TRY IT: Could you please return each line of the data that has the word "give"?

== LISTED ENTRIES ==

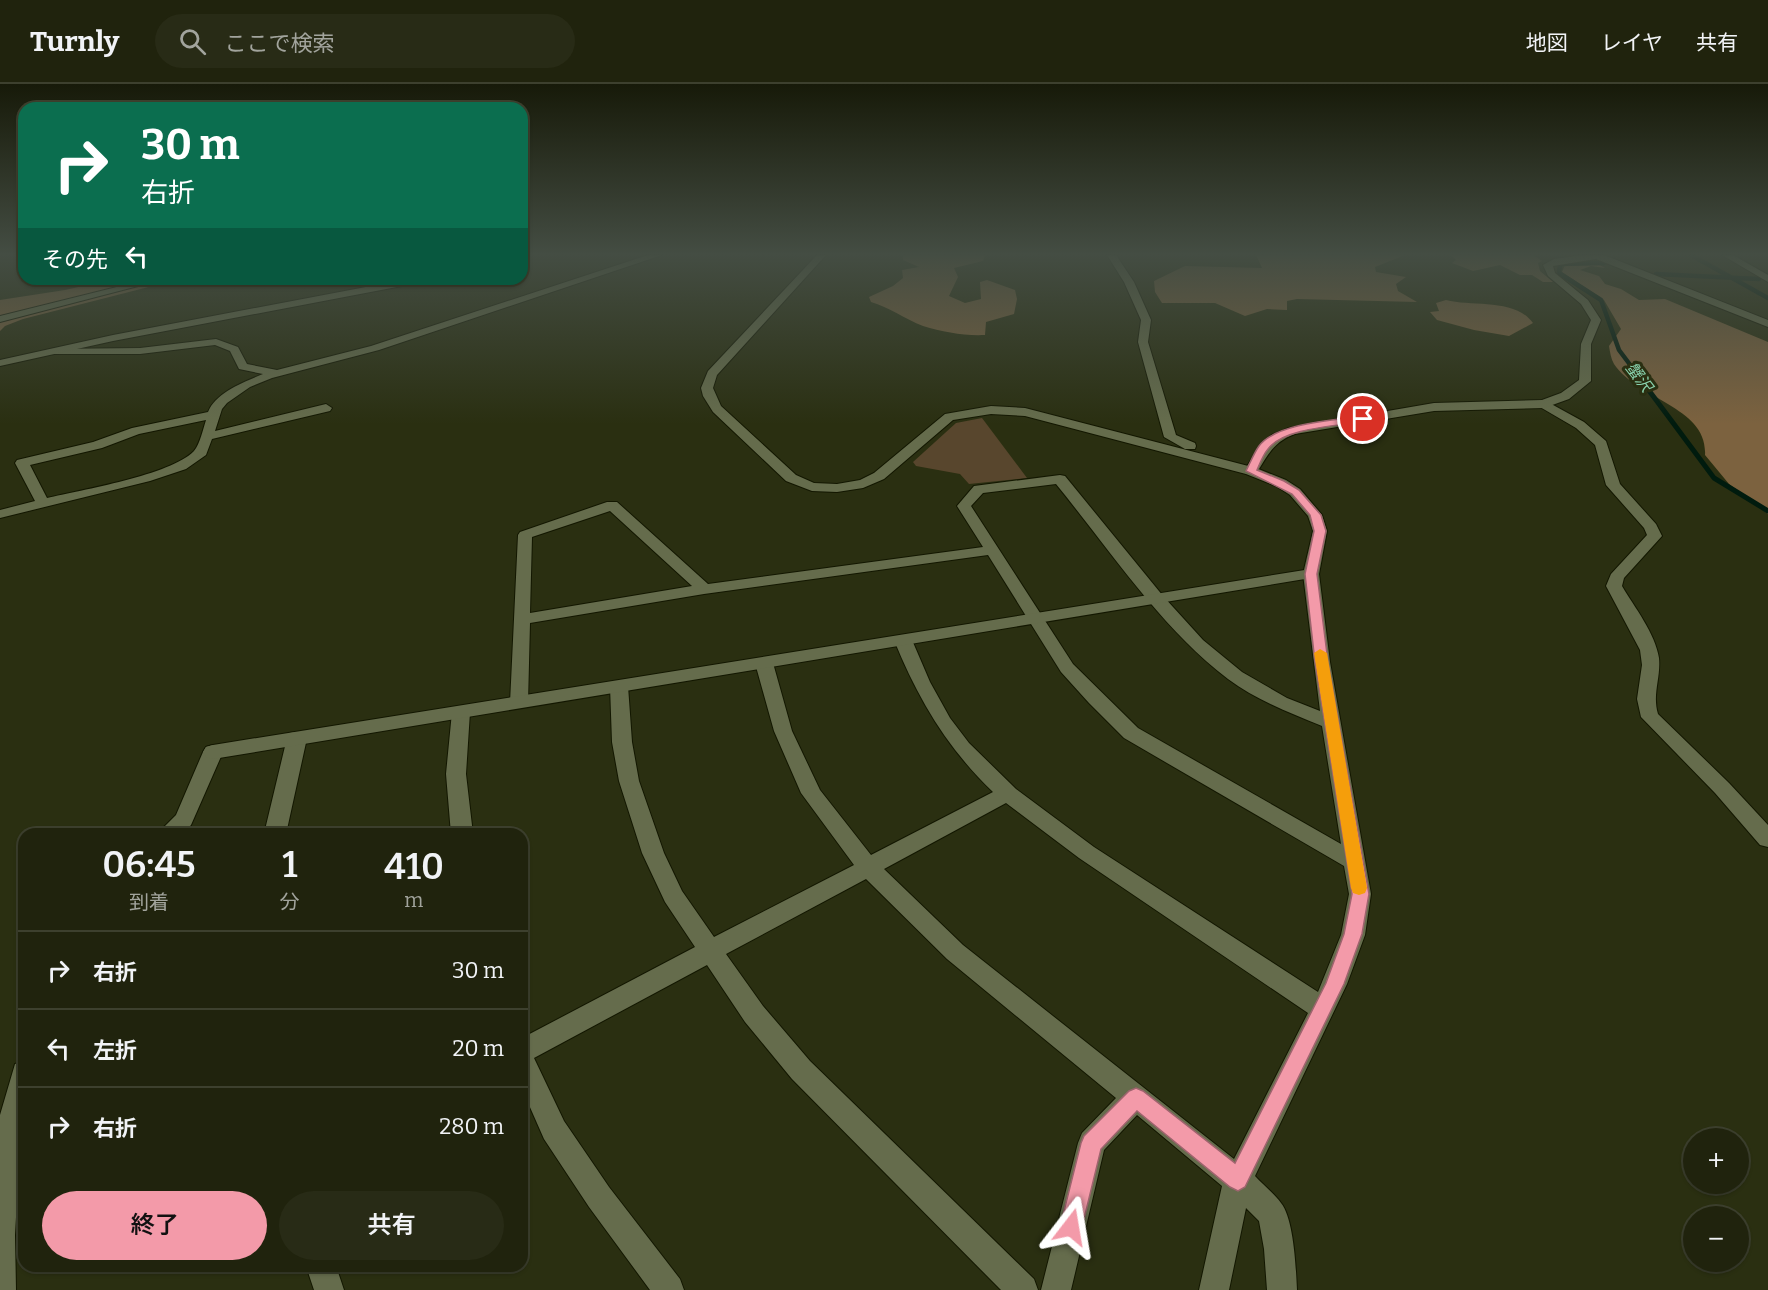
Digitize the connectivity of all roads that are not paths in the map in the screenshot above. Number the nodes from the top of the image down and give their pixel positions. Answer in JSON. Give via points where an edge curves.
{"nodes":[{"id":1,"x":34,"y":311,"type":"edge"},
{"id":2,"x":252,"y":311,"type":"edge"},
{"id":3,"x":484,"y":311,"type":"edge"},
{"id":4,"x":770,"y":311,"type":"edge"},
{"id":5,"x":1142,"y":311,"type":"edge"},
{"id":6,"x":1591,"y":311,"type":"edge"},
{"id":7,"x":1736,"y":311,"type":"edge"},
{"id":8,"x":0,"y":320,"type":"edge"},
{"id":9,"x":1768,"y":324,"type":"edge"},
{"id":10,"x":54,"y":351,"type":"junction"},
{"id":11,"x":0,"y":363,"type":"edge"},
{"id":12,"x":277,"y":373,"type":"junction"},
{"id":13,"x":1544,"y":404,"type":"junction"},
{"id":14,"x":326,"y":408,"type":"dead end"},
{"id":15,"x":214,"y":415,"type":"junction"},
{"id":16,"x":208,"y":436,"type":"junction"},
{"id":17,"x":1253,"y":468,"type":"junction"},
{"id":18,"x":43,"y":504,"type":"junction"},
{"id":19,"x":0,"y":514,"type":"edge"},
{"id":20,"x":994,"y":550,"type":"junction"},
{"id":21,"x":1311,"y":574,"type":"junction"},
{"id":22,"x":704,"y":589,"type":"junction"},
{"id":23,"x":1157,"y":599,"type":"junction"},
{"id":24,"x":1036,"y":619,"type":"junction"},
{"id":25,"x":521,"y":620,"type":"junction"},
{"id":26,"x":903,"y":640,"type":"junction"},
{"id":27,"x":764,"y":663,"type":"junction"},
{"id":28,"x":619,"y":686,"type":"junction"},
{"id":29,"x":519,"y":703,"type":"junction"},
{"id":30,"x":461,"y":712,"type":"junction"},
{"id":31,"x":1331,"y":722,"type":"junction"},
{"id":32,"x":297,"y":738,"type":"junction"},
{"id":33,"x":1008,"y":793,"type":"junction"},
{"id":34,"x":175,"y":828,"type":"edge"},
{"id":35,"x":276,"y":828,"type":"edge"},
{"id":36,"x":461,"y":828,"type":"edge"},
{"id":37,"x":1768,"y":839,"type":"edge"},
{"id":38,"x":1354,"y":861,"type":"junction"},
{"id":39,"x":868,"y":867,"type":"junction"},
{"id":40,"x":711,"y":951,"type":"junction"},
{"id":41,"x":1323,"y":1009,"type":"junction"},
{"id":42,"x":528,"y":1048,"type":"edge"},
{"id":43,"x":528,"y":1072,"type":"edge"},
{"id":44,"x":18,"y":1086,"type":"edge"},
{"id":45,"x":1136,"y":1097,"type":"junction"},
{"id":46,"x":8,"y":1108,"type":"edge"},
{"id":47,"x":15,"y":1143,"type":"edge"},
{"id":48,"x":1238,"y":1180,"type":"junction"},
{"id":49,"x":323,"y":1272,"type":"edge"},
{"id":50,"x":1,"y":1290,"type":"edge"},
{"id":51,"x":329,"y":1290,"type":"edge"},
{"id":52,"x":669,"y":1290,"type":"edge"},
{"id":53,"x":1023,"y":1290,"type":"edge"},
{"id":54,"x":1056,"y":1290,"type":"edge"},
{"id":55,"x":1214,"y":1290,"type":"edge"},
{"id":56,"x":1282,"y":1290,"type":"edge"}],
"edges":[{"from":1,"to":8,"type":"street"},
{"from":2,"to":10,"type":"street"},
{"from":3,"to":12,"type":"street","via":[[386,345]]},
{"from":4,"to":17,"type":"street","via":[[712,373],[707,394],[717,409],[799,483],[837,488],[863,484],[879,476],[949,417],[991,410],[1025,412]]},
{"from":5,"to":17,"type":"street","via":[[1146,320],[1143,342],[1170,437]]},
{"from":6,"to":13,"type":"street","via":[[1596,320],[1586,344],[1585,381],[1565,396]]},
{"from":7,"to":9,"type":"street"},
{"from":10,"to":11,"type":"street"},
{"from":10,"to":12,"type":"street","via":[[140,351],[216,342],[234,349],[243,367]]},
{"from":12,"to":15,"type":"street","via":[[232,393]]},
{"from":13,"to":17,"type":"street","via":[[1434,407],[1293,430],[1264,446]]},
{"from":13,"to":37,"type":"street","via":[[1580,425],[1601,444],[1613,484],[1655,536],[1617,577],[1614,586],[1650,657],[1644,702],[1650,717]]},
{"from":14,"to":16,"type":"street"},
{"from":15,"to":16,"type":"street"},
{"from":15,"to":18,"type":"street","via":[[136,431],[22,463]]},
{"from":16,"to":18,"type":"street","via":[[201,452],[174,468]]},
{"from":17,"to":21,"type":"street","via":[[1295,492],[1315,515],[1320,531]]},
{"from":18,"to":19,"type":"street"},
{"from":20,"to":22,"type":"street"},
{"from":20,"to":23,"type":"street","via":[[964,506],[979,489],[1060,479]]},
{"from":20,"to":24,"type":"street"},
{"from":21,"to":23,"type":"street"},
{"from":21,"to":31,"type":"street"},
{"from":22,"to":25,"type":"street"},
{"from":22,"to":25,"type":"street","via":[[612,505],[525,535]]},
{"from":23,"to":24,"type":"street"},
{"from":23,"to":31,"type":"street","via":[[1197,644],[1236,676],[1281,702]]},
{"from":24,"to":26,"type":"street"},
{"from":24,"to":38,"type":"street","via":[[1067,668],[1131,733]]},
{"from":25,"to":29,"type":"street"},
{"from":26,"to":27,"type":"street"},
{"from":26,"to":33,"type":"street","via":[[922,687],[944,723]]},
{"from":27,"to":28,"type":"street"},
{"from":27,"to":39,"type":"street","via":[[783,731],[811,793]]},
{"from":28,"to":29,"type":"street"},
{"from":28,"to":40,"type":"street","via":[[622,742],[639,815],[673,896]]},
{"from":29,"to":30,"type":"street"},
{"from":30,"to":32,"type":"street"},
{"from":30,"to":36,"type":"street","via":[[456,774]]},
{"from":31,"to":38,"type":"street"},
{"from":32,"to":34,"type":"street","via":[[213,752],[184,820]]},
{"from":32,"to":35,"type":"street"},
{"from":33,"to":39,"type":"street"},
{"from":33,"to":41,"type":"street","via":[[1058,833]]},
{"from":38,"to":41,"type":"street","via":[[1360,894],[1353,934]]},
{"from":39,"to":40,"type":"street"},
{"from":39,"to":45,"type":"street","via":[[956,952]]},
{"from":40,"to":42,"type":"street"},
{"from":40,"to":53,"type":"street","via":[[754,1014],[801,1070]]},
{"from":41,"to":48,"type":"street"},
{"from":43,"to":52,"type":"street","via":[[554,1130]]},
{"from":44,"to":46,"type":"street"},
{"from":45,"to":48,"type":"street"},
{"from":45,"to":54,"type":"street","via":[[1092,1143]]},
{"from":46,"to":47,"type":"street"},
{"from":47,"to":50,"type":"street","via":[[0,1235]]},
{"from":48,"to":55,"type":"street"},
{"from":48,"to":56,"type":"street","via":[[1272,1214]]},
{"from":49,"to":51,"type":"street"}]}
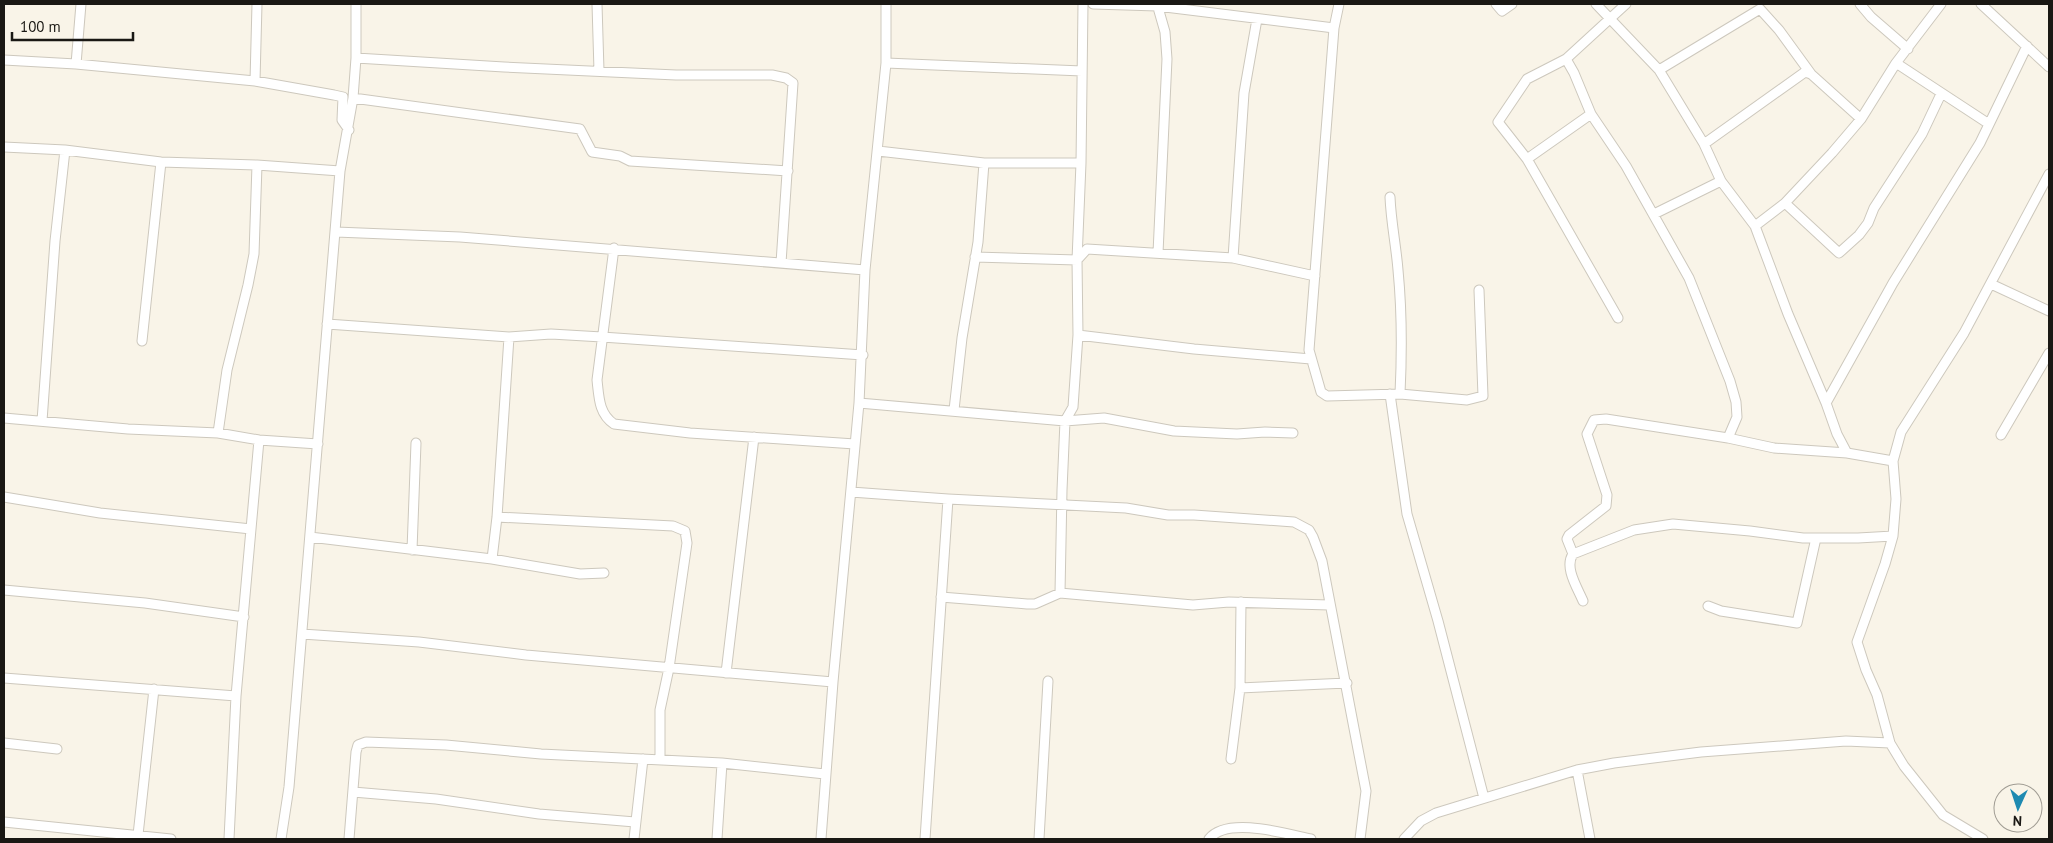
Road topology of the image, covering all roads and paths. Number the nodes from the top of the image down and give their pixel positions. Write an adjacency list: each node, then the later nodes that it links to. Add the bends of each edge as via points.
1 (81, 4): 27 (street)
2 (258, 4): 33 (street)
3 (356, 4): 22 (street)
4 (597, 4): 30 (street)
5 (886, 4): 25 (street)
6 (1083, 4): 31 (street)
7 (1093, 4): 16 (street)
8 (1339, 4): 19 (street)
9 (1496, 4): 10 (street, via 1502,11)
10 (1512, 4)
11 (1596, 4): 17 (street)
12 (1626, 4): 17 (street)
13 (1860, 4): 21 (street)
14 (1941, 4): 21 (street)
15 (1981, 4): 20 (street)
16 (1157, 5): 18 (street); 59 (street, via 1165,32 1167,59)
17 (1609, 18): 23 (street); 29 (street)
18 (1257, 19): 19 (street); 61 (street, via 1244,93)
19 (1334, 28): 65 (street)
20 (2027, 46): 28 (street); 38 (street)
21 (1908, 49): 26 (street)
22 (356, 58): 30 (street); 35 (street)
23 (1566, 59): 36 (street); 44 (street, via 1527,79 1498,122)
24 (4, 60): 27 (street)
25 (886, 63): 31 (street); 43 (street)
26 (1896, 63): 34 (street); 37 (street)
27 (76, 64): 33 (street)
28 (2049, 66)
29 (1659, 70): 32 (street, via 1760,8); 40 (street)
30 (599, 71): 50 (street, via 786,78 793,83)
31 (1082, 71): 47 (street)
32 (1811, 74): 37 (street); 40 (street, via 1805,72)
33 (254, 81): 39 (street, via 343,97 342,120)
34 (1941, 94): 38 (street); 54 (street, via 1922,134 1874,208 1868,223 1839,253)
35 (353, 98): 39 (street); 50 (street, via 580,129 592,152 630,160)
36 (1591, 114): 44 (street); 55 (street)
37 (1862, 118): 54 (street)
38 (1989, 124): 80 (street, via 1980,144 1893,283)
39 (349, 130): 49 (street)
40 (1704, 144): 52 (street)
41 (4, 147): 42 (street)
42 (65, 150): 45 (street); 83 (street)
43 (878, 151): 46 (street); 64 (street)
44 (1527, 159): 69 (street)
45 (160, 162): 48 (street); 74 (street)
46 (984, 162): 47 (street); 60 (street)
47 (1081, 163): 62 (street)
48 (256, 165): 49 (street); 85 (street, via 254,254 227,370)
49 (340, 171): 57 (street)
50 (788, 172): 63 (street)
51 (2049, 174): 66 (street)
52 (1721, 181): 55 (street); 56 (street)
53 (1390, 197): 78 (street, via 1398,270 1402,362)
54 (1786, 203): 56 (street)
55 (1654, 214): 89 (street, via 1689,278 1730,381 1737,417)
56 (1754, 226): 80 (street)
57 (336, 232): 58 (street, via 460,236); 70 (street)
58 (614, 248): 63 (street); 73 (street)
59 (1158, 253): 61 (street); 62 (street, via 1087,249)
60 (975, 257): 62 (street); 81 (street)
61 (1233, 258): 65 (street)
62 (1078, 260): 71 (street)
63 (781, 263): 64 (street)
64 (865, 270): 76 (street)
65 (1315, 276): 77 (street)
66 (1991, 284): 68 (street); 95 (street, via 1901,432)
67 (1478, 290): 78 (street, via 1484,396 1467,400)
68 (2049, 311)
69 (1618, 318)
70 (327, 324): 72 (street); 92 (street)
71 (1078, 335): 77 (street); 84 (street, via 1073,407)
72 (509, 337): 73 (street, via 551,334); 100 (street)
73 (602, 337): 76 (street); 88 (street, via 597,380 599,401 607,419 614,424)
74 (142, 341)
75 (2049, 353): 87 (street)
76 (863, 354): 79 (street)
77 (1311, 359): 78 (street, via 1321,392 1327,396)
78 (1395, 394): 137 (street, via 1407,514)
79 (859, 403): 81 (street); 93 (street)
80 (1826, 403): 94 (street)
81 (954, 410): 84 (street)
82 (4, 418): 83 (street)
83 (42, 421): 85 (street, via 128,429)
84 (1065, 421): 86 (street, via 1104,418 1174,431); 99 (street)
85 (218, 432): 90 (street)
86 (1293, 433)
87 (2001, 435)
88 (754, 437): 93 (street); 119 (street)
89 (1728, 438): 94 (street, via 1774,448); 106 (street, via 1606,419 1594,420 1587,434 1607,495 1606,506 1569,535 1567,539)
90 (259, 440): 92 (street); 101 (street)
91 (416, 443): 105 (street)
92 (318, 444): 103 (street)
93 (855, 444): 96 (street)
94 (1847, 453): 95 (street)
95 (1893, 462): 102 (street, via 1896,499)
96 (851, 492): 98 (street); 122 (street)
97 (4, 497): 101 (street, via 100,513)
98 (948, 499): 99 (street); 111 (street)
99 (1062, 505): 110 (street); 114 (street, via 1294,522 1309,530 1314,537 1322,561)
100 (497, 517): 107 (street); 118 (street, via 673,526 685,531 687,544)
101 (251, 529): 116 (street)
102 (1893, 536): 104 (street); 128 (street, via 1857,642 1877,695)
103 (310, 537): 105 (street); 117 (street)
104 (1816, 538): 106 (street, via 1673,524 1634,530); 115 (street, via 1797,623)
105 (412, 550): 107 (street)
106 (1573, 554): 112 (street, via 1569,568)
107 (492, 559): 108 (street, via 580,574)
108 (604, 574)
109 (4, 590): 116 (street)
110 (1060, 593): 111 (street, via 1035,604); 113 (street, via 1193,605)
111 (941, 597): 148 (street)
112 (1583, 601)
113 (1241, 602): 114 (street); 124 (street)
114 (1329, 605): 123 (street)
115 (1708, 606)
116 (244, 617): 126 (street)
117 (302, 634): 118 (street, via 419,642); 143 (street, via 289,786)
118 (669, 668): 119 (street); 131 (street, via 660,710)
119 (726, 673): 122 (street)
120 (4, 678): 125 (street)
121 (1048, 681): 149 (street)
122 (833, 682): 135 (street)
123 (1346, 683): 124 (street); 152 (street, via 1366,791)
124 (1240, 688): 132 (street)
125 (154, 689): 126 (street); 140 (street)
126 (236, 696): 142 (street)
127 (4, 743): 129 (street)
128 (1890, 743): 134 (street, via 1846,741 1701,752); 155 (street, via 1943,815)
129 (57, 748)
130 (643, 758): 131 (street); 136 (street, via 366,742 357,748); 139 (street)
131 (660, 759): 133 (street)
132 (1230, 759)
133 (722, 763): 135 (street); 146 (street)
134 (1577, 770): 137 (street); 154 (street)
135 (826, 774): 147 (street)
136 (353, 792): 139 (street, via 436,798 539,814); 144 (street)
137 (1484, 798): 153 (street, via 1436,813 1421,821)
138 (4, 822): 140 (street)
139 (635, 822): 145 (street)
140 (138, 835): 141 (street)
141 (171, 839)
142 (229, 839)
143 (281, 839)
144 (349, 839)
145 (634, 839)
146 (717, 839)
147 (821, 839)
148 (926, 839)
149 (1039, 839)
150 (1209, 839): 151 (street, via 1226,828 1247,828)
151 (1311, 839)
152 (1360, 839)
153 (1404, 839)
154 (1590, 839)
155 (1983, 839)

===

WORKED SOLUTION:
Digitize the connectivity of all roads that are not paths in the map in the screenshot above. Number the nodes from the top of the image down and give their pixel positions. Answer in JSON. Give via points where an edge curves.
Road topology of the image, covering all roads and paths. Number the nodes from the top of the image down and give their pixel positions. Write an adjacency list: each node, then the later nodes that it links to. Add the bends of each edge as via points.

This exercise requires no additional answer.